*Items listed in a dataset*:
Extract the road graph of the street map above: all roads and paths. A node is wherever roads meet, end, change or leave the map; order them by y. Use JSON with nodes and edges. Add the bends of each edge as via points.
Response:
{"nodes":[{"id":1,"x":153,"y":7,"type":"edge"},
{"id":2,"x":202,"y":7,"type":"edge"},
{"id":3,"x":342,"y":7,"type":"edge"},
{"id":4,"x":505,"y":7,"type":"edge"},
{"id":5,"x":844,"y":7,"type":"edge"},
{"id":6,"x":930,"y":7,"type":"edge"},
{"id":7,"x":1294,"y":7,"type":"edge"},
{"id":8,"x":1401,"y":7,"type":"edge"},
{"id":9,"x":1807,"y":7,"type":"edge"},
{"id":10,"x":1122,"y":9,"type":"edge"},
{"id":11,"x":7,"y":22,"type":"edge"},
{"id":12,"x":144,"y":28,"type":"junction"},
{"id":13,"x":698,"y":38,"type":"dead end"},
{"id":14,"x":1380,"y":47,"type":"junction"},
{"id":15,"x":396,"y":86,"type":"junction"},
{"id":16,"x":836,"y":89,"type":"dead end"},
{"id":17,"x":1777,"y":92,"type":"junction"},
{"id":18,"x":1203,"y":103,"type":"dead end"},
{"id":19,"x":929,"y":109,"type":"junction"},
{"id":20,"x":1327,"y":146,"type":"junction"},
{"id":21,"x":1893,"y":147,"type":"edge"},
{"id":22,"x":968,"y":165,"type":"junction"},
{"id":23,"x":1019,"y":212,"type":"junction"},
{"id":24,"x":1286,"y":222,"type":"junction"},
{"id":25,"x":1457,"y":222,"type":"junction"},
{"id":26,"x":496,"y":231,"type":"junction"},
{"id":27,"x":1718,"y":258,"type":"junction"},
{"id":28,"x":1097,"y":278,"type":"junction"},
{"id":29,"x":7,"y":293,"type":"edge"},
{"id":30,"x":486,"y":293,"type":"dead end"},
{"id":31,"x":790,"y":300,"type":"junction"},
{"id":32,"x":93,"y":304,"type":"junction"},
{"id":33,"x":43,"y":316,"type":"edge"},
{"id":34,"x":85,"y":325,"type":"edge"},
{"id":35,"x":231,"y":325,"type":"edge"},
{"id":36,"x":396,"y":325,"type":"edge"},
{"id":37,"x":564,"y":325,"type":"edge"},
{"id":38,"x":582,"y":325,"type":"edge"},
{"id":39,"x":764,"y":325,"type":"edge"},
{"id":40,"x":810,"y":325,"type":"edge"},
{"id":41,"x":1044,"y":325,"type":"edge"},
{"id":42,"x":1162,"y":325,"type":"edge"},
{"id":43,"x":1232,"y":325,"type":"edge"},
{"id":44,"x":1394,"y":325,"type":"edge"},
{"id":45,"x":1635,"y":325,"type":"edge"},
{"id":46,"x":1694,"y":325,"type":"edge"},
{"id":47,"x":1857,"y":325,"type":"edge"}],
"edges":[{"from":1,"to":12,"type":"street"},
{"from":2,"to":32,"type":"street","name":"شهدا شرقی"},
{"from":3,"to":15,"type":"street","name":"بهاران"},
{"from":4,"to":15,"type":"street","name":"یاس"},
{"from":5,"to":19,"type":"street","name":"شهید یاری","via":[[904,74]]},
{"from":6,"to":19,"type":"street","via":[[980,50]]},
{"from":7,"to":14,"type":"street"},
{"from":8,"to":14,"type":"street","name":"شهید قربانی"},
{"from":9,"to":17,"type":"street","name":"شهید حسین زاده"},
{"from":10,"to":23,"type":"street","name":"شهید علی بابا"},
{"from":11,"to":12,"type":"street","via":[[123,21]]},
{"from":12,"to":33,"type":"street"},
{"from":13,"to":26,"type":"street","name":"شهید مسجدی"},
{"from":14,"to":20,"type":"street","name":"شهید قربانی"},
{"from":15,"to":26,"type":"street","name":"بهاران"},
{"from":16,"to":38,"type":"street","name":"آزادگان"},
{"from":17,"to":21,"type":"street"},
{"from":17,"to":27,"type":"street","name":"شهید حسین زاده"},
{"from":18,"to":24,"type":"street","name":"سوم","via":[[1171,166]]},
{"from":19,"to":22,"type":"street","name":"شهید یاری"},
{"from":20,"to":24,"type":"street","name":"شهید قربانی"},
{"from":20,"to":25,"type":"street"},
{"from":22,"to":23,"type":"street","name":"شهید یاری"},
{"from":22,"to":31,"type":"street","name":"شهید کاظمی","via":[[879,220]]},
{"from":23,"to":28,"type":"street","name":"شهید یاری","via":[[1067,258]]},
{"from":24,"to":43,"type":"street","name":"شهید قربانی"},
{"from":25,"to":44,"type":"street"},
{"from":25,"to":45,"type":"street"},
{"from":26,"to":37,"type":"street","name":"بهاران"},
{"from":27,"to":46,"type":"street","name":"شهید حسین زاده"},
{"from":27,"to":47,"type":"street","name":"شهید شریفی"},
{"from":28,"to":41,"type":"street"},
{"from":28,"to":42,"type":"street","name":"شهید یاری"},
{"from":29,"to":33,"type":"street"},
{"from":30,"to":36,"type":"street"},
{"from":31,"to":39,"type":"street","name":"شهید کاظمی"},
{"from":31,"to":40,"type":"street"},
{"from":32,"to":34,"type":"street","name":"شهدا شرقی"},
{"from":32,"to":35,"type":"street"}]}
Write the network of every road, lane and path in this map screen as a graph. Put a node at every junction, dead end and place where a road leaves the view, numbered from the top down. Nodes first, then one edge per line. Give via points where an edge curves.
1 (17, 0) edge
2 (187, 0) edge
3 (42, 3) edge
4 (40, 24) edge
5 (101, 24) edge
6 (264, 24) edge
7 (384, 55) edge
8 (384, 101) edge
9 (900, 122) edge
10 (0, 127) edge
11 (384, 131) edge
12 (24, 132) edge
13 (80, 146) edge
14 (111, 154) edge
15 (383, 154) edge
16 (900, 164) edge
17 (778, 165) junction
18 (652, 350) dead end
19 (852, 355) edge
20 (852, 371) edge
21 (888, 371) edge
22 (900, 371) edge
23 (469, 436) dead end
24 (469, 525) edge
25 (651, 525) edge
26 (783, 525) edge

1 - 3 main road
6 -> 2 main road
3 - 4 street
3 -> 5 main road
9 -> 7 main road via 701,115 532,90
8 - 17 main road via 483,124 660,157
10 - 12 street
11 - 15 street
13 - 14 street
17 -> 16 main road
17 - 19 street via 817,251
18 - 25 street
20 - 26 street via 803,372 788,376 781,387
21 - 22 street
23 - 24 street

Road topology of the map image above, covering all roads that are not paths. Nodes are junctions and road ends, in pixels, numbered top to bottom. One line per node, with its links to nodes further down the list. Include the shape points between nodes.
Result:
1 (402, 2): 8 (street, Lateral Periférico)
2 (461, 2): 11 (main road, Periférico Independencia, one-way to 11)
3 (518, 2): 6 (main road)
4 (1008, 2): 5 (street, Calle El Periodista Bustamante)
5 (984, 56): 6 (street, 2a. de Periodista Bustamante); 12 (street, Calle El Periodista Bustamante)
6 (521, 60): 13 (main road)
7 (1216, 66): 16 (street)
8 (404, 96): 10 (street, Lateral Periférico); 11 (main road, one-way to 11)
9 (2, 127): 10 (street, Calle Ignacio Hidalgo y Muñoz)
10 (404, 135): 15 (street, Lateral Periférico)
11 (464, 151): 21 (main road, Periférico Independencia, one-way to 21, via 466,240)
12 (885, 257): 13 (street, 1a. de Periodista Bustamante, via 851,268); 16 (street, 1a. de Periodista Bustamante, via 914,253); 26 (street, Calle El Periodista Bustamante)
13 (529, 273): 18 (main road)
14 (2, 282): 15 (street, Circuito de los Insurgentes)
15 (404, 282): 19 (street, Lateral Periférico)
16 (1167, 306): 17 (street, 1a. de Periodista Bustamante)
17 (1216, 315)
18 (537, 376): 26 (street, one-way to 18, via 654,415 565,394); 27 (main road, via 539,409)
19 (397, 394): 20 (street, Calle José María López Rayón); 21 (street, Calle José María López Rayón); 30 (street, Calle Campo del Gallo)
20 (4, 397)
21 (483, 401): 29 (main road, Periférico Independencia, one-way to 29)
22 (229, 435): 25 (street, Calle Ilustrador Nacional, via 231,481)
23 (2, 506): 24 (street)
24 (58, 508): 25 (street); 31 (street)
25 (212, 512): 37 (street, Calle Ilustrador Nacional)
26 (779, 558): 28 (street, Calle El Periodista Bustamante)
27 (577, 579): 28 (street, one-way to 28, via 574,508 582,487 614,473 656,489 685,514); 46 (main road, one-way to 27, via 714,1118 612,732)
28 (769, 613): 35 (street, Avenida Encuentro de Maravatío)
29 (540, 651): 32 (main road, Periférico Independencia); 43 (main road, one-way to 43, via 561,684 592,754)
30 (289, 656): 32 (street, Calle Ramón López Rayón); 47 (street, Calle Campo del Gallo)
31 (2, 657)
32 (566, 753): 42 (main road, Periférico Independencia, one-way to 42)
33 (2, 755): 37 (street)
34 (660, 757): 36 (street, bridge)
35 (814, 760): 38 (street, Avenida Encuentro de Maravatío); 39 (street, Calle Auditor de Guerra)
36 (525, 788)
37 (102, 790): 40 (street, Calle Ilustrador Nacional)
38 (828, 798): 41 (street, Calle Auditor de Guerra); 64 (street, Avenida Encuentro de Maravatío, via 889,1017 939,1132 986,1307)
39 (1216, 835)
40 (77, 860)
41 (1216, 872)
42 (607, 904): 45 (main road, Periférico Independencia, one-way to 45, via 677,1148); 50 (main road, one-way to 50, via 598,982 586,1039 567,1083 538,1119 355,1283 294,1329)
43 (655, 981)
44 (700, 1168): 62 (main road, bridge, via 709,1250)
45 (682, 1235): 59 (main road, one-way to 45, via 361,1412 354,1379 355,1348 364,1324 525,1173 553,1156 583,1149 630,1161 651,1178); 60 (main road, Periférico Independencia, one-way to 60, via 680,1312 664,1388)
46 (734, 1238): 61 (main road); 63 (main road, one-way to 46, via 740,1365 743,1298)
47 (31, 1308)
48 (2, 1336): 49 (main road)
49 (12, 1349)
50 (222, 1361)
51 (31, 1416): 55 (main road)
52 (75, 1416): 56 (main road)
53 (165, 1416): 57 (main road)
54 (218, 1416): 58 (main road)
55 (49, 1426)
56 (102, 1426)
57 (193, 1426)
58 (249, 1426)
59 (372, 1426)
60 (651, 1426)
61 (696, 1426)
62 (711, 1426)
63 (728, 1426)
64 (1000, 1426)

*TASK REQUIREMENTS*: Look back at the entries above. Retype the line with "Write the network", the line with "Road topology of", and all lines in between.

*OUTPUT BELOW*:
Write the network of every road, lane and path in this map screen as a graph. Put a node at every junction, dead end and place where a road leaves the view, numbered from the top down. Nodes first, then one edge per line. Give via points where an edge curves.
1 (17, 0) edge
2 (187, 0) edge
3 (42, 3) edge
4 (40, 24) edge
5 (101, 24) edge
6 (264, 24) edge
7 (384, 55) edge
8 (384, 101) edge
9 (900, 122) edge
10 (0, 127) edge
11 (384, 131) edge
12 (24, 132) edge
13 (80, 146) edge
14 (111, 154) edge
15 (383, 154) edge
16 (900, 164) edge
17 (778, 165) junction
18 (652, 350) dead end
19 (852, 355) edge
20 (852, 371) edge
21 (888, 371) edge
22 (900, 371) edge
23 (469, 436) dead end
24 (469, 525) edge
25 (651, 525) edge
26 (783, 525) edge

1 - 3 main road
6 -> 2 main road
3 - 4 street
3 -> 5 main road
9 -> 7 main road via 701,115 532,90
8 - 17 main road via 483,124 660,157
10 - 12 street
11 - 15 street
13 - 14 street
17 -> 16 main road
17 - 19 street via 817,251
18 - 25 street
20 - 26 street via 803,372 788,376 781,387
21 - 22 street
23 - 24 street

Road topology of the map image above, covering all roads that are not paths. Nodes are junctions and road ends, in pixels, numbered top to bottom. One line per node, with its links to nodes further down the list. Include the shape points between nodes.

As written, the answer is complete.